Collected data

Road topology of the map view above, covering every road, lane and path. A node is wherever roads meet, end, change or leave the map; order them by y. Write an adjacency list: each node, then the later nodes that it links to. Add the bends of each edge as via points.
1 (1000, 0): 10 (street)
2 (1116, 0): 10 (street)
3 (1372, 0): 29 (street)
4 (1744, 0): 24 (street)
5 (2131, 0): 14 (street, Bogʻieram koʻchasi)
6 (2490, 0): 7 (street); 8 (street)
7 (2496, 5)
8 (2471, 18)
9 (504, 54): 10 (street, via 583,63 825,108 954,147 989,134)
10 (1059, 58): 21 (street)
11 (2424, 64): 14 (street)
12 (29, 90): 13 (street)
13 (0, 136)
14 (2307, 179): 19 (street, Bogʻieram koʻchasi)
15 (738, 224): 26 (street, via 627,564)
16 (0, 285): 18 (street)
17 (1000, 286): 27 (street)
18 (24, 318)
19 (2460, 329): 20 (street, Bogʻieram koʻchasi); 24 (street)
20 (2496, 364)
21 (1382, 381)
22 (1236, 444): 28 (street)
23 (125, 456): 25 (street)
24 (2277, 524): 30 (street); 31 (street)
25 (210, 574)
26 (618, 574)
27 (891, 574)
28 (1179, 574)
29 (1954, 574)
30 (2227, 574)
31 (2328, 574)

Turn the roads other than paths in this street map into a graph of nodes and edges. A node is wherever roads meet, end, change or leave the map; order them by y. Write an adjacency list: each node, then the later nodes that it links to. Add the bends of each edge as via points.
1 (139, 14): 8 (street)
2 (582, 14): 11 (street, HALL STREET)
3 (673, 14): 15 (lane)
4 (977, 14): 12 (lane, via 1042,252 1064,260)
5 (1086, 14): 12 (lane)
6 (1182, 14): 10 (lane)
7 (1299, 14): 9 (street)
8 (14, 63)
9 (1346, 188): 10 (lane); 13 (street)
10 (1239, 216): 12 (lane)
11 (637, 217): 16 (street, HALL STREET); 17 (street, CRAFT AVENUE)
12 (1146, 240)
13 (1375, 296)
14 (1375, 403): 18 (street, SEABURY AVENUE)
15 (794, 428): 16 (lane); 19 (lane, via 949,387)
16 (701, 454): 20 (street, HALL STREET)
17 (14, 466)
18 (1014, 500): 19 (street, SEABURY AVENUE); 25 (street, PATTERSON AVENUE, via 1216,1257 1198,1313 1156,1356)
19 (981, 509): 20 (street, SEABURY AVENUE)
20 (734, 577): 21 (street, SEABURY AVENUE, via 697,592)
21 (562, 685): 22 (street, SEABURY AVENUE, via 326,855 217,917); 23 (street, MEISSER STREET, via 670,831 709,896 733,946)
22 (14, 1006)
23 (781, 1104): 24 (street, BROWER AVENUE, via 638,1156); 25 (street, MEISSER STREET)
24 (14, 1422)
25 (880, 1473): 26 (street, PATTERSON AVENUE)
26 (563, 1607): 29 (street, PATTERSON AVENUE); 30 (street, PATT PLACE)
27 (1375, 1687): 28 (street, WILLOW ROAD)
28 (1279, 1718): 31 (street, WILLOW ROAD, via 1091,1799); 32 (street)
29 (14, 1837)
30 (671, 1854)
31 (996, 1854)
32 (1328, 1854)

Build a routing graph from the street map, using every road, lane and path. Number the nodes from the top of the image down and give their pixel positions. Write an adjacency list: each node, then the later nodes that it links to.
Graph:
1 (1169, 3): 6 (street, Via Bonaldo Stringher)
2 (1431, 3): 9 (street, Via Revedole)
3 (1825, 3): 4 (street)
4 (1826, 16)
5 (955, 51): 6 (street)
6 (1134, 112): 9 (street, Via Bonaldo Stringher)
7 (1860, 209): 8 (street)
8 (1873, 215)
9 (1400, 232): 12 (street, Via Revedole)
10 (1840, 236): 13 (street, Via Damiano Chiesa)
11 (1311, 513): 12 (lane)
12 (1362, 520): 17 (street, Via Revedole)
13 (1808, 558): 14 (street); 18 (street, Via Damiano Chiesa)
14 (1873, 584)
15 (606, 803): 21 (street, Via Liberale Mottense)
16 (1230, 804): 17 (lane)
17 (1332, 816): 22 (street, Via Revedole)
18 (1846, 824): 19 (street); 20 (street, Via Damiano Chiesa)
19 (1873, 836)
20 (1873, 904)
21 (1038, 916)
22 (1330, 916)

→ Task goal: Repeat the data. Leave nothing out and change nothing.

→ Expected answer:
Road topology of the map view above, covering every road, lane and path. A node is wherever roads meet, end, change or leave the map; order them by y. Write an adjacency list: each node, then the later nodes that it links to. Add the bends of each edge as via points.
1 (1000, 0): 10 (street)
2 (1116, 0): 10 (street)
3 (1372, 0): 29 (street)
4 (1744, 0): 24 (street)
5 (2131, 0): 14 (street, Bogʻieram koʻchasi)
6 (2490, 0): 7 (street); 8 (street)
7 (2496, 5)
8 (2471, 18)
9 (504, 54): 10 (street, via 583,63 825,108 954,147 989,134)
10 (1059, 58): 21 (street)
11 (2424, 64): 14 (street)
12 (29, 90): 13 (street)
13 (0, 136)
14 (2307, 179): 19 (street, Bogʻieram koʻchasi)
15 (738, 224): 26 (street, via 627,564)
16 (0, 285): 18 (street)
17 (1000, 286): 27 (street)
18 (24, 318)
19 (2460, 329): 20 (street, Bogʻieram koʻchasi); 24 (street)
20 (2496, 364)
21 (1382, 381)
22 (1236, 444): 28 (street)
23 (125, 456): 25 (street)
24 (2277, 524): 30 (street); 31 (street)
25 (210, 574)
26 (618, 574)
27 (891, 574)
28 (1179, 574)
29 (1954, 574)
30 (2227, 574)
31 (2328, 574)

Turn the roads other than paths in this street map into a graph of nodes and edges. A node is wherever roads meet, end, change or leave the map; order them by y. Write an adjacency list: each node, then the later nodes that it links to. Add the bends of each edge as via points.
1 (139, 14): 8 (street)
2 (582, 14): 11 (street, HALL STREET)
3 (673, 14): 15 (lane)
4 (977, 14): 12 (lane, via 1042,252 1064,260)
5 (1086, 14): 12 (lane)
6 (1182, 14): 10 (lane)
7 (1299, 14): 9 (street)
8 (14, 63)
9 (1346, 188): 10 (lane); 13 (street)
10 (1239, 216): 12 (lane)
11 (637, 217): 16 (street, HALL STREET); 17 (street, CRAFT AVENUE)
12 (1146, 240)
13 (1375, 296)
14 (1375, 403): 18 (street, SEABURY AVENUE)
15 (794, 428): 16 (lane); 19 (lane, via 949,387)
16 (701, 454): 20 (street, HALL STREET)
17 (14, 466)
18 (1014, 500): 19 (street, SEABURY AVENUE); 25 (street, PATTERSON AVENUE, via 1216,1257 1198,1313 1156,1356)
19 (981, 509): 20 (street, SEABURY AVENUE)
20 (734, 577): 21 (street, SEABURY AVENUE, via 697,592)
21 (562, 685): 22 (street, SEABURY AVENUE, via 326,855 217,917); 23 (street, MEISSER STREET, via 670,831 709,896 733,946)
22 (14, 1006)
23 (781, 1104): 24 (street, BROWER AVENUE, via 638,1156); 25 (street, MEISSER STREET)
24 (14, 1422)
25 (880, 1473): 26 (street, PATTERSON AVENUE)
26 (563, 1607): 29 (street, PATTERSON AVENUE); 30 (street, PATT PLACE)
27 (1375, 1687): 28 (street, WILLOW ROAD)
28 (1279, 1718): 31 (street, WILLOW ROAD, via 1091,1799); 32 (street)
29 (14, 1837)
30 (671, 1854)
31 (996, 1854)
32 (1328, 1854)

Build a routing graph from the street map, using every road, lane and path. Number the nodes from the top of the image down and give their pixel positions. Write an adjacency list: each node, then the later nodes that it links to.
Graph:
1 (1169, 3): 6 (street, Via Bonaldo Stringher)
2 (1431, 3): 9 (street, Via Revedole)
3 (1825, 3): 4 (street)
4 (1826, 16)
5 (955, 51): 6 (street)
6 (1134, 112): 9 (street, Via Bonaldo Stringher)
7 (1860, 209): 8 (street)
8 (1873, 215)
9 (1400, 232): 12 (street, Via Revedole)
10 (1840, 236): 13 (street, Via Damiano Chiesa)
11 (1311, 513): 12 (lane)
12 (1362, 520): 17 (street, Via Revedole)
13 (1808, 558): 14 (street); 18 (street, Via Damiano Chiesa)
14 (1873, 584)
15 (606, 803): 21 (street, Via Liberale Mottense)
16 (1230, 804): 17 (lane)
17 (1332, 816): 22 (street, Via Revedole)
18 (1846, 824): 19 (street); 20 (street, Via Damiano Chiesa)
19 (1873, 836)
20 (1873, 904)
21 (1038, 916)
22 (1330, 916)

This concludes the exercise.